Ice Box Cake
Ice Box cakes have been around since, well since there have been ice boxes. A few of my very old cook books have recipes for them. The Nabisco “Famous” chocolate wafers have been around since the 1920’s and I’m not sure when this recipe was first invented but it has certainly been my favorite for years. There are certain must’s for this recipe, you need to use NABISCO “Famous” chocolate wafers and “real” homemade whipped cream, and it needs to be made well in advance.
The first time my wife tried to make it for my “birthday” cake she tried to make it with the whipped cream in a can, thinking it would be OK and save time.

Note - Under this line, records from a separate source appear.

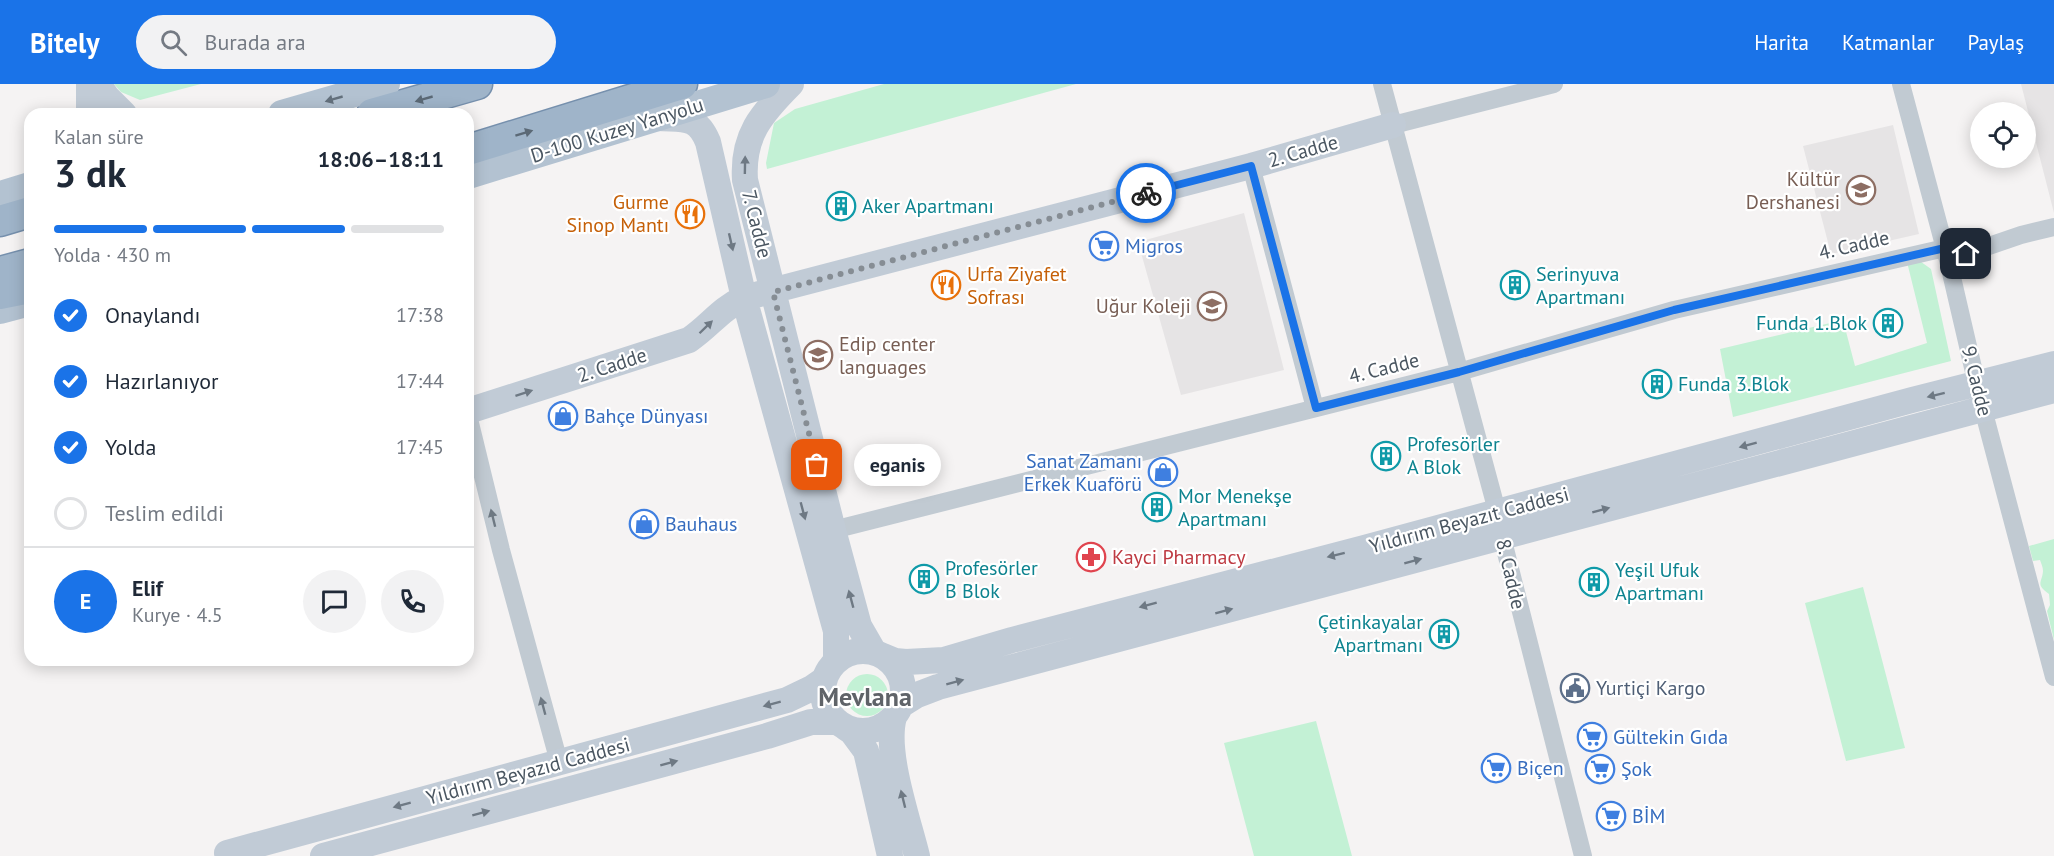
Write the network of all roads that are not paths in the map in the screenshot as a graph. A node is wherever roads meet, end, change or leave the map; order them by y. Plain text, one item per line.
1 (89, 84) edge
2 (98, 84) edge
3 (386, 84) edge
4 (477, 84) edge
5 (682, 84) edge
6 (766, 84) edge
7 (791, 84) edge
8 (1382, 84) edge
9 (1554, 84) edge
10 (1901, 84) edge
11 (89, 108) edge
12 (118, 108) edge
13 (303, 108) edge
14 (393, 108) edge
15 (658, 118) junction
16 (1393, 125) junction
17 (474, 148) edge
18 (1251, 166) junction
19 (474, 173) edge
20 (24, 188) edge
21 (0, 195) edge
22 (24, 214) edge
23 (0, 221) edge
24 (2054, 226) edge
25 (1946, 254) junction
26 (24, 266) edge
27 (0, 272) edge
28 (24, 289) edge
29 (773, 292) junction
30 (0, 294) edge
31 (744, 298) junction
32 (24, 304) edge
33 (0, 310) edge
34 (2054, 364) edge
35 (1459, 372) junction
36 (2054, 390) edge
37 (1980, 397) junction
38 (1316, 408) junction
39 (474, 411) edge
40 (474, 438) edge
41 (1497, 511) junction
42 (833, 530) junction
43 (1502, 537) junction
44 (878, 654) junction
45 (830, 670) junction
46 (2054, 677) edge
47 (898, 711) junction
48 (842, 725) junction
49 (559, 762) junction
50 (222, 855) edge
51 (323, 856) edge
52 (890, 856) edge
53 (917, 856) edge
54 (1583, 856) edge

1 - 11 main road
2 - 12 main road
3 -> 13 main road
4 -> 14 highway
17 -> 5 highway
6 - 15 main road, D-100 Kuzey Yanyolu
29 -> 7 main road, 7. Cadde
8 - 16 street, 8. Cadde
9 - 16 street, 2. Cadde
10 - 25 street, 9. Cadde
15 - 19 main road, D-100 Kuzey Yanyolu
15 -> 31 main road, 7. Cadde
16 - 18 main road, 2. Cadde
16 - 35 street, 8. Cadde
18 - 29 main road, 2. Cadde
18 - 38 street
20 - 21 main road
22 - 23 highway
24 - 25 street, 4. Cadde
25 - 35 street, 4. Cadde
25 - 37 street, 9. Cadde
26 - 27 highway
28 - 30 highway
29 - 31 main road, 2. Cadde
29 - 42 main road, 7. Cadde
39 -> 31 main road, 2. Cadde
31 -> 45 main road, 7. Cadde
32 - 33 main road
34 - 37 main road, Yıldırım Beyazıt Caddesi
35 - 38 street, 4. Cadde
35 - 41 street, 8. Cadde
36 - 37 main road, Yıldırım Beyazıt Caddesi
37 -> 41 main road, Yıldırım Beyazıt Caddesi
43 -> 37 main road, Yıldırım Beyazıt Caddesi
37 - 46 street, 9. Cadde
38 - 42 street, 4. Cadde
49 -> 40 street
41 - 43 main road, 8. Cadde
41 -> 44 main road, Yıldırım Beyazıt Caddesi
44 -> 42 main road, 7. Cadde
47 -> 43 main road, Yıldırım Beyazıt Caddesi
43 - 54 street, 8. Cadde
44 - 45 main road
44 - 47 main road
45 - 48 main road
45 -> 49 main road, Yıldırım Beyazıd Caddesi
47 - 48 main road
53 -> 47 main road
51 -> 48 main road, Yıldırım Beyazıd Caddesi
48 - 52 main road
49 -> 50 main road, Yıldırım Beyazıd Caddesi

It wasn’t and it didn’t.
The recipe on the box says you can make it 4 hours before serving, but it is really best if left to sit in the refrigerator overnight so that the cream can be absorbed by the wafers and they swell and soften.
Ingredients for Ice Box Cake
- 1 box NABISCO Famous chocolate wafers
- 2 cups heavy cream whipped stiff
- ¼ cup sugar
- 1 tsp vanilla
Directions for Ice Box Cake
Whip the cream stiff with the sugar and vanilla. Spread the cream on one side of a wafer and lay on a plate and continue building a small tower of wafers.

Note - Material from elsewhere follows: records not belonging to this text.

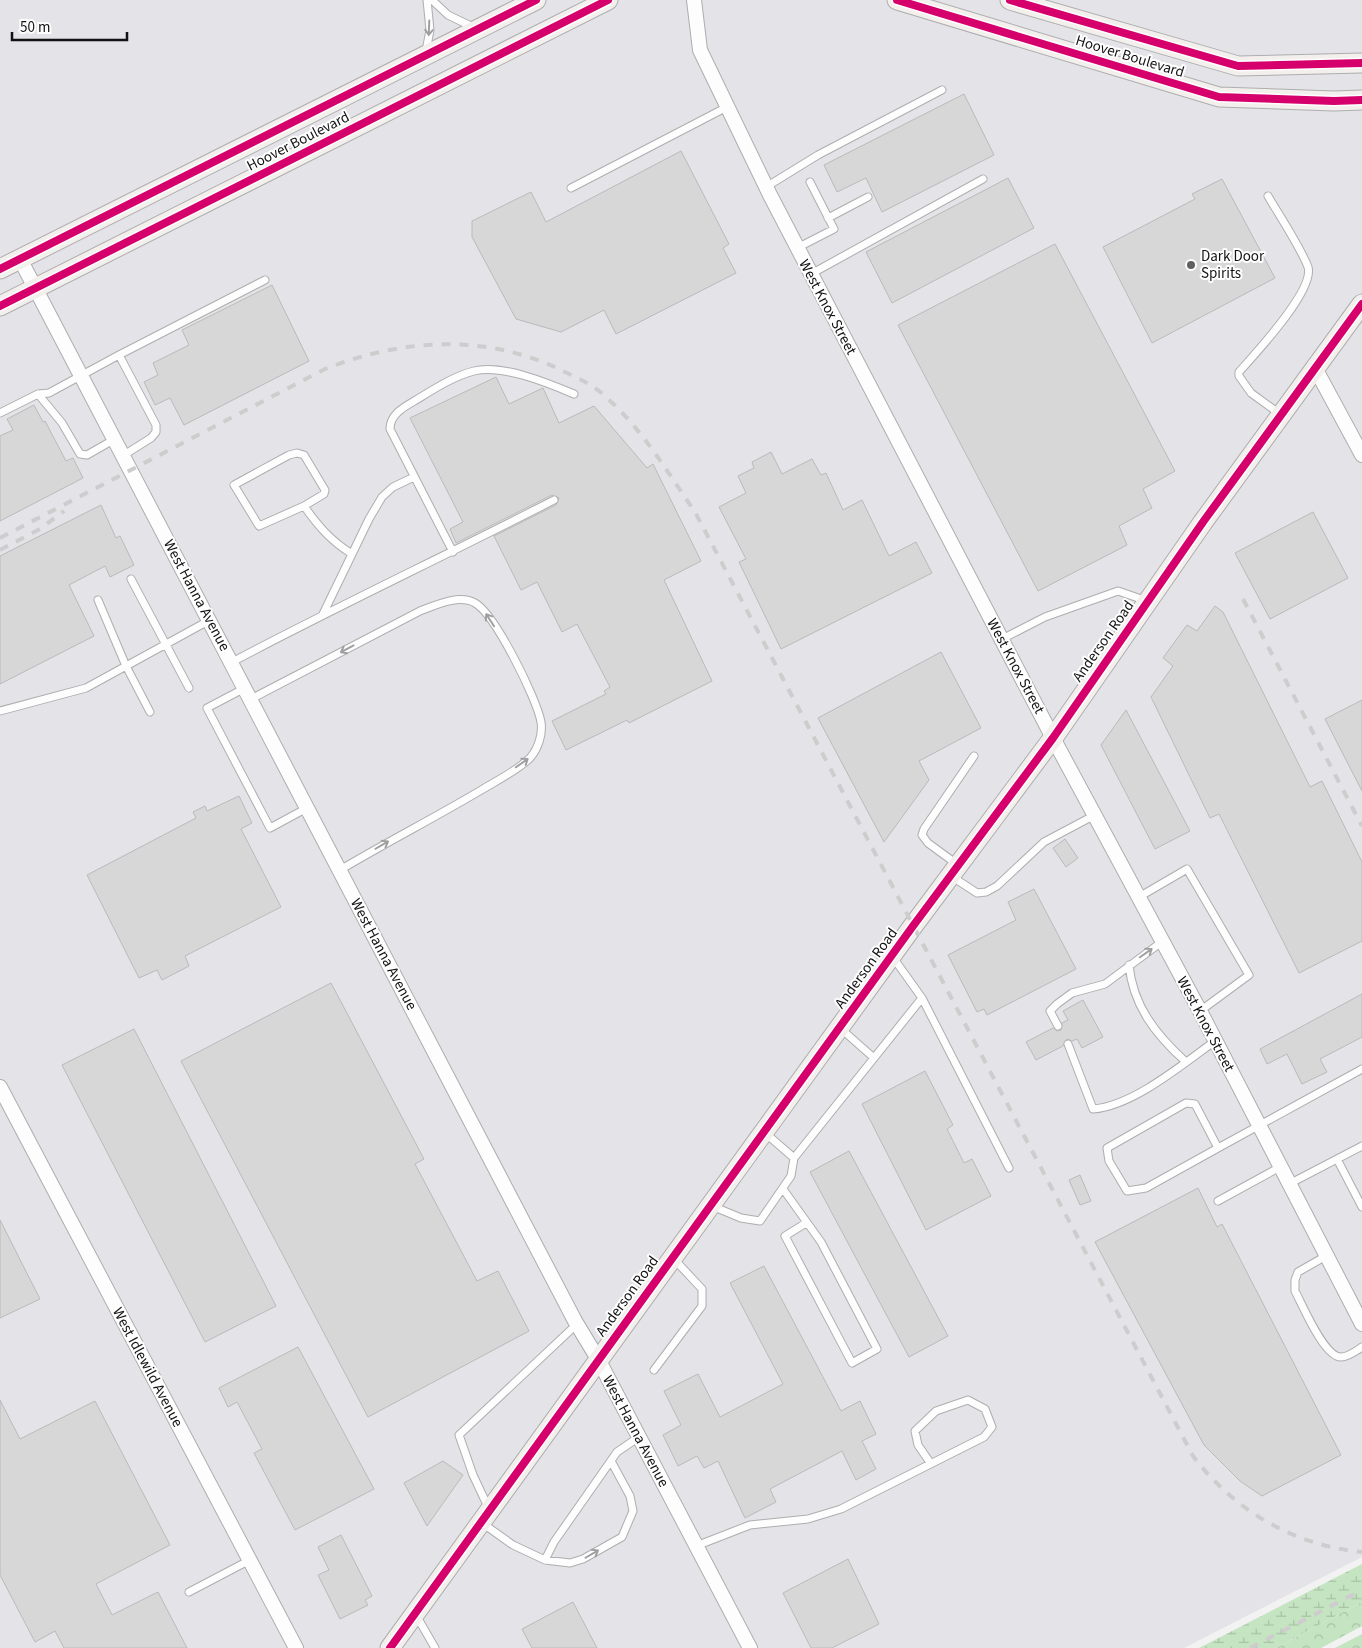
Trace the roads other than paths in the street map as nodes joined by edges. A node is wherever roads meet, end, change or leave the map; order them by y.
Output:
1 (427, 0) edge
2 (432, 0) edge
3 (536, 0) edge
4 (608, 0) edge
5 (694, 0) edge
6 (897, 0) edge
7 (1010, 0) edge
8 (478, 30) junction
9 (425, 56) junction
10 (1362, 63) edge
11 (942, 90) dead end
12 (1362, 100) edge
13 (727, 107) junction
14 (983, 179) dead end
15 (810, 182) dead end
16 (766, 187) junction
17 (571, 188) dead end
18 (1268, 196) dead end
19 (868, 197) dead end
20 (828, 218) junction
21 (797, 248) junction
22 (20, 259) junction
23 (0, 269) edge
24 (811, 274) junction
25 (265, 280) dead end
26 (35, 288) junction
27 (1362, 304) edge
28 (0, 306) edge
29 (118, 355) junction
30 (1314, 366) junction
31 (81, 374) junction
32 (38, 394) junction
33 (574, 394) dead end
34 (0, 413) edge
35 (1280, 414) junction
36 (115, 439) junction
37 (124, 455) junction
38 (1362, 455) edge
39 (414, 476) junction
40 (554, 500) dead end
41 (304, 506) junction
42 (453, 552) junction
43 (352, 554) junction
44 (131, 579) dead end
45 (98, 600) dead end
46 (1148, 601) junction
47 (323, 614) junction
48 (210, 620) junction
49 (1002, 639) junction
50 (165, 644) junction
51 (232, 662) junction
52 (126, 666) junction
53 (189, 688) dead end
54 (248, 693) junction
55 (0, 711) edge
56 (150, 712) dead end
57 (1053, 738) junction
58 (974, 756) dead end
59 (308, 808) junction
60 (1095, 815) junction
61 (340, 870) junction
62 (954, 871) junction
63 (1139, 897) junction
64 (1163, 941) junction
65 (892, 956) junction
66 (1129, 965) junction
67 (922, 998) junction
68 (1200, 1010) junction
69 (1058, 1026) dead end
70 (840, 1028) junction
71 (1215, 1041) junction
72 (1068, 1044) dead end
73 (874, 1058) junction
74 (1186, 1062) junction
75 (1362, 1069) edge
76 (0, 1086) edge
77 (1260, 1127) junction
78 (764, 1132) junction
79 (1362, 1146) edge
80 (1218, 1148) junction
81 (794, 1158) junction
82 (1337, 1158) junction
83 (1280, 1167) junction
84 (1008, 1168) dead end
85 (1289, 1184) junction
86 (783, 1189) junction
87 (1218, 1201) dead end
88 (710, 1205) junction
89 (1362, 1207) edge
90 (806, 1223) junction
91 (1326, 1256) junction
92 (672, 1258) junction
93 (577, 1324) junction
94 (1362, 1324) edge
95 (1362, 1347) edge
96 (598, 1359) junction
97 (654, 1370) dead end
98 (639, 1437) junction
99 (611, 1461) junction
100 (931, 1464) junction
101 (486, 1517) junction
102 (696, 1546) junction
103 (250, 1560) junction
104 (545, 1560) junction
105 (189, 1592) dead end
106 (416, 1614) junction
107 (296, 1648) edge
108 (390, 1648) edge
109 (435, 1648) edge
110 (750, 1648) edge

1 -> 9 lane
2 - 8 lane
3 - 8 main road, Hoover Boulevard
4 - 26 main road, Hoover Boulevard
5 - 13 street, West Knox Street
6 - 12 main road, Hoover Boulevard
7 - 10 main road, Hoover Boulevard
8 - 9 main road, Hoover Boulevard
9 - 22 main road, Hoover Boulevard
11 - 16 lane
13 - 16 street, West Knox Street
13 - 17 lane
14 - 24 lane
15 - 20 lane
16 - 21 street, West Knox Street
18 - 35 lane
19 - 20 lane
20 - 21 lane
21 - 24 street, West Knox Street
22 - 23 main road, Hoover Boulevard
22 - 26 street, West Hanna Avenue
24 - 49 street, West Knox Street
25 - 29 lane
26 - 28 main road, Hoover Boulevard
26 - 31 street, West Hanna Avenue
27 - 30 main road, Anderson Road
29 - 31 lane
29 - 37 lane
30 - 35 main road, Anderson Road
30 - 38 street
31 - 32 lane
31 - 36 street, West Hanna Avenue
32 - 34 lane
32 - 36 lane
33 - 39 lane
35 - 46 main road, Anderson Road
36 - 37 street, West Hanna Avenue
37 - 48 street, West Hanna Avenue
39 - 42 lane
39 - 43 lane
40 - 42 lane
41 - 41 lane
41 - 43 lane
42 - 47 lane
43 - 47 lane
44 - 50 lane
45 - 52 lane
46 - 49 lane
46 - 57 main road, Anderson Road
47 - 51 lane
48 - 50 lane
48 - 51 street, West Hanna Avenue
49 - 57 street, West Knox Street
50 - 52 lane
50 - 53 lane
51 - 54 street, West Hanna Avenue
52 - 55 lane
52 - 56 lane
54 - 59 street, West Hanna Avenue
54 - 59 lane
61 -> 54 lane
57 - 60 street, West Knox Street
57 - 62 main road, Anderson Road
58 - 62 lane
59 - 61 street, West Hanna Avenue
60 - 62 lane
60 - 63 street, West Knox Street
61 - 93 street, West Hanna Avenue
62 - 65 main road, Anderson Road
63 - 64 street, West Knox Street
63 - 68 lane
66 -> 64 lane
64 - 68 street, West Knox Street
65 - 67 lane
65 - 70 main road, Anderson Road
66 - 69 lane
66 - 74 lane
67 - 73 lane
67 - 84 lane
68 - 71 street, West Knox Street
70 - 73 lane
70 - 78 main road, Anderson Road
71 - 74 lane
71 - 77 street, West Knox Street
72 - 74 lane
73 - 81 lane
75 - 77 lane
76 - 103 street, West Idlewild Avenue
77 - 80 lane
77 - 83 street, West Knox Street
78 - 81 lane
78 - 88 main road, Anderson Road
79 - 82 lane
80 - 80 lane
81 - 86 lane
82 - 85 lane
82 - 89 lane
83 - 85 street, West Knox Street
83 - 87 lane
85 - 91 street, West Knox Street
86 - 88 lane
86 - 90 lane
88 - 92 main road, Anderson Road
90 - 90 lane
91 - 94 street, West Knox Street
91 - 95 lane
92 - 96 main road, Anderson Road
92 - 97 lane
93 - 96 street, West Hanna Avenue
93 - 101 lane
96 - 98 street, West Hanna Avenue
96 - 101 main road, Anderson Road
98 - 99 lane
98 - 102 street, West Hanna Avenue
99 - 104 lane
104 -> 99 lane
100 - 100 lane
100 - 102 lane
101 - 104 lane
101 - 106 main road, Anderson Road
102 - 110 street, West Hanna Avenue
103 - 105 lane
103 - 107 street, West Idlewild Avenue
106 - 108 main road, Anderson Road
106 - 109 lane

Once you have a small tower place them on their side on a serving plate and then continue to build the log add one wafer at a time to the end of the log.
Once all the wafers are added take the remaining whipped cream and frost the entire log. Place into the refrigerator for at least 4 hours, best left overnight. Can be frozen .
When serving cut on a 45º angle so that a number of wafers appear in each serving.
Celebrate Bastille Day by taking 1/3 of the whipped cream and put in blue food coloring and another 1/3 with red and make the log blue, white and red -Vive La France.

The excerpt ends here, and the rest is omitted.